Friday, 19 de April de 2024 ISSN 1519-7670 - Ano 24 - nº 1284

A poesia dos títulos

Manchetes e títulos de jornal, como eu disse semana passada, são poesia em prosa. Não só têm uma gramática e uma dicção distintas, mas também têm uma forma intensamente apertada e um conteúdo ainda mais apertado. Comparado a uma manchete, fazer um soneto é a maior moleza. Pelo menos era assim nos velhos tempos de meados do século 20, numa época anterior à CNN, à internet e ao Twitter, quando os jornais carregavam o peso de ter que transmitir os casos mais importantes do dia de maneira adequada e para registro.

Era uma época em que toda palavra escrita para um jornal era literalmente pesada, montada pelos operadores de linotipo a partir de pedações de chumbo de mais de dois centímetros, na gráfica. Era uma época em que a mera ideia de design de jornal teria sido ridicularizada e descartada como afetada. Não, jornais tinham paginação e layout, e não design.

Uma vez que o lugar da matéria no layout da página só poderia ser determinado quando a matéria estivesse escrita, o repórter não dava palpites sobre o título. Seria tarefa de um editor de texto – ou copidesque –, que primeiro faria a edição da matéria e depois escreveria um título para ela. E é aqui que entra a poesia. O título, como um todo, deve refletir com precisão a matéria que anuncia, tanto no conteúdo quanto no tom. Mesmo dentro do título, a linha de abertura deveria refletir, se possível, a principal preocupação da matéria. Quebras de linha na frase de abertura devem ocorrer como quebras naturais.

Focos de resistência

Fazer isso já é bem difícil, mas o pior ainda está por vir. Cada linha do tipo de título de que estou falando deve ter uma largura precisa. Naquela época, você não podia digitar um título em seu computador para ver se cabia. Você tinha que contar cada linha para ter certeza de que ela tinha a largura adequada para combinar com as outras.

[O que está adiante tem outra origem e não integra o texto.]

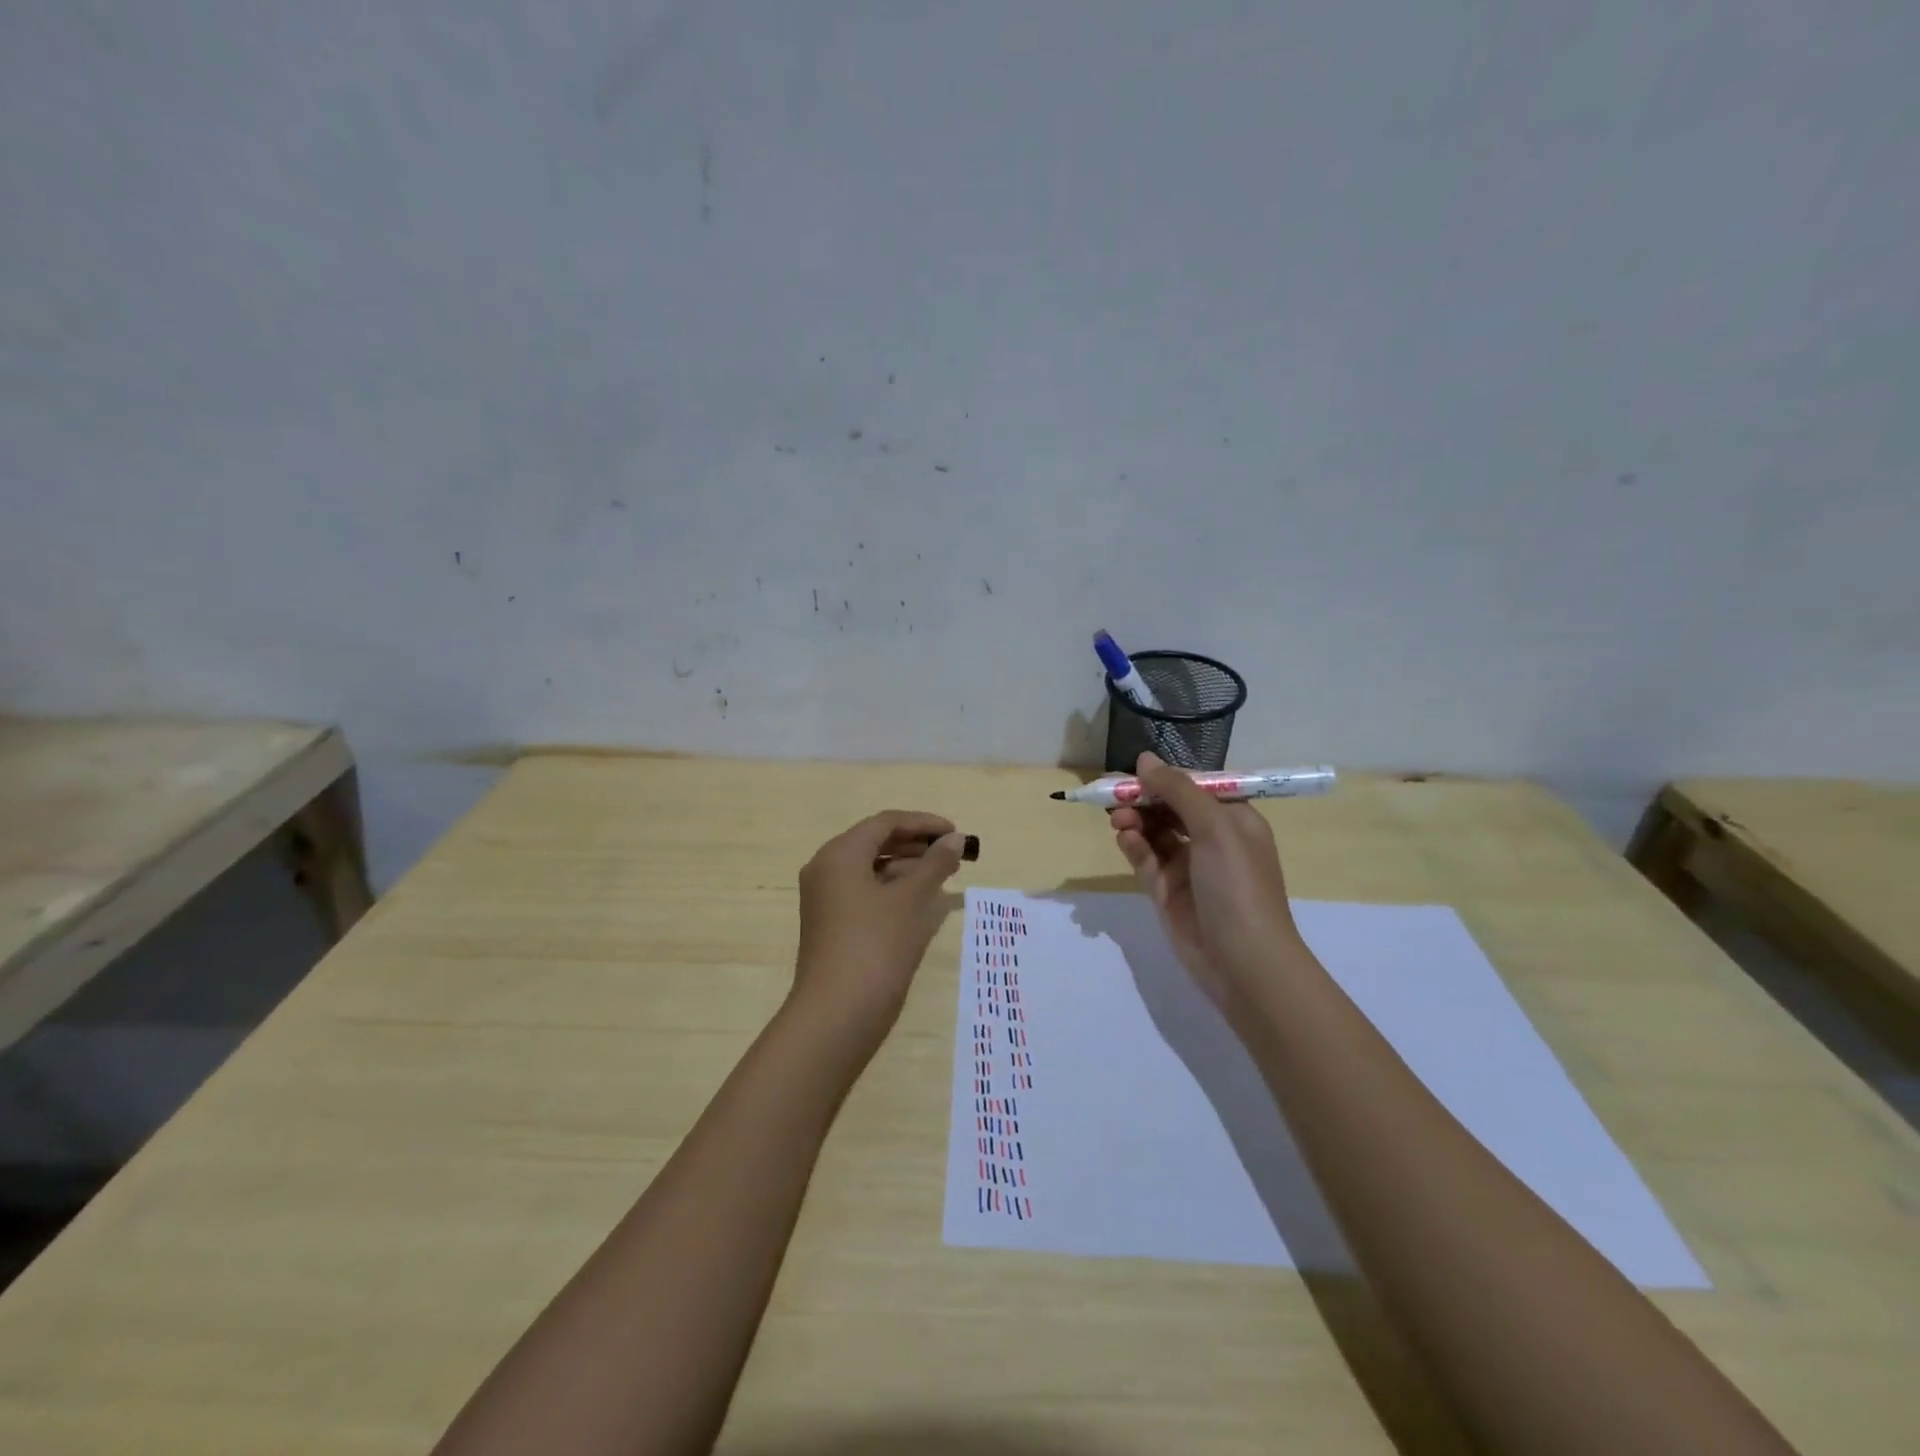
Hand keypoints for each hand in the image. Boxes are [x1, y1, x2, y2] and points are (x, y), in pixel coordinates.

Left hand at [792, 810, 965, 1043]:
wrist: (836, 1016)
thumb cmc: (876, 946)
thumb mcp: (912, 900)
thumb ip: (935, 864)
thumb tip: (954, 839)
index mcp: (839, 854)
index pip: (885, 823)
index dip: (924, 824)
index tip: (956, 834)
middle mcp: (826, 869)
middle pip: (875, 843)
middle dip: (916, 845)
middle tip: (953, 855)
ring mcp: (825, 900)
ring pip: (871, 869)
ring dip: (907, 868)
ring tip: (943, 878)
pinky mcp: (831, 926)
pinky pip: (865, 893)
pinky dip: (893, 891)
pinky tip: (920, 904)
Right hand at [1109, 754, 1302, 1009]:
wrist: (1243, 962)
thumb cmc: (1237, 885)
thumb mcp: (1215, 828)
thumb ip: (1178, 791)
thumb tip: (1144, 759)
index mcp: (1234, 820)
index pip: (1195, 788)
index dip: (1166, 779)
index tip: (1136, 773)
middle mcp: (1213, 840)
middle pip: (1171, 808)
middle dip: (1145, 799)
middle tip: (1115, 797)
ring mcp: (1189, 867)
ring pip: (1155, 832)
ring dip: (1136, 820)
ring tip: (1118, 819)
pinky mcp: (1167, 891)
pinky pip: (1146, 859)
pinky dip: (1134, 846)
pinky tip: (1124, 838)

As regras para fazer a contagem de toques são as seguintes:

>> Todas as letras em caixa baixa contam 1, exceto l, i, f e t, que contam ½, e m e w, que contam 1 ½.

>> Todas as letras em caixa alta contam 1 ½, exceto I, que conta ½, e M e W, que contam 2.

>> Todos os sinais de pontuação contam ½, exceto travessão, ponto de interrogação, cifrão e sinal de percentual, que contam 1.

>> Os números contam 1, assim como os espaços (que podem ser “esticados” para 1 ½ ou “espremidos” para ½).

Devemos reconhecer que, mesmo naquela época, muitos títulos não eram compostos com a largura exata, assim como muitos poetas escreviam em verso livre, desobrigando-se da métrica. Mas ainda hoje há alguns focos de resistência. Veja esta manchete de primeira página do New York Times:

OBAMA SEEKING
TO BOOST STUDY
OF HUMAN BRAIN

(OBAMA PROCURA
INCENTIVAR ESTUDO
DE CÉREBRO HUMANO)

Tanto na fonte original quanto no estilo, cada linha se adapta com precisão à sua largura de uma coluna.

Um exemplo perfeito

Mas veja você mesmo como é difícil compor um título. Este é um exemplo tirado de um livro maravilhosamente exigente, News Editing, de Bruce Westley, publicado em 1953. Baseia-se na seguinte matéria, enviada por telegrama:

“Washington, 2 de maio – Prosperidade crescente da Irlanda suspende hoje ajuda do Plano Marshall.

A administração de cooperação econômica (ECA, por sua sigla em inglês) anunciou o fim do programa com o consentimento do governo irlandês.

‘Em decorrência do progresso da Irlanda sob o Plano Marshall’, disse a ECA, ‘a economia irlandesa provavelmente está melhor do que nunca em sua história’.”

Westley queria duas linhas, de 17 a 18 toques. O título original do telegrama (“Ireland, growing prosperous, had its Marshall Plan aid suspended today”) era muito longo (linhas de 23 e 27 ½ toques, respectivamente). O título foi:

Ireland, Prosperous, Has Marshall Plan Aid Suspended

(Próspera, Irlanda suspende ajuda do Plano Marshall)

Ele teve que reescrever quatro vezes, mas acabou conseguindo duas linhas (18 ½ e 17 toques) que resumiam a matéria com precisão. Será que você consegue fazer um título tão bom quanto o dele?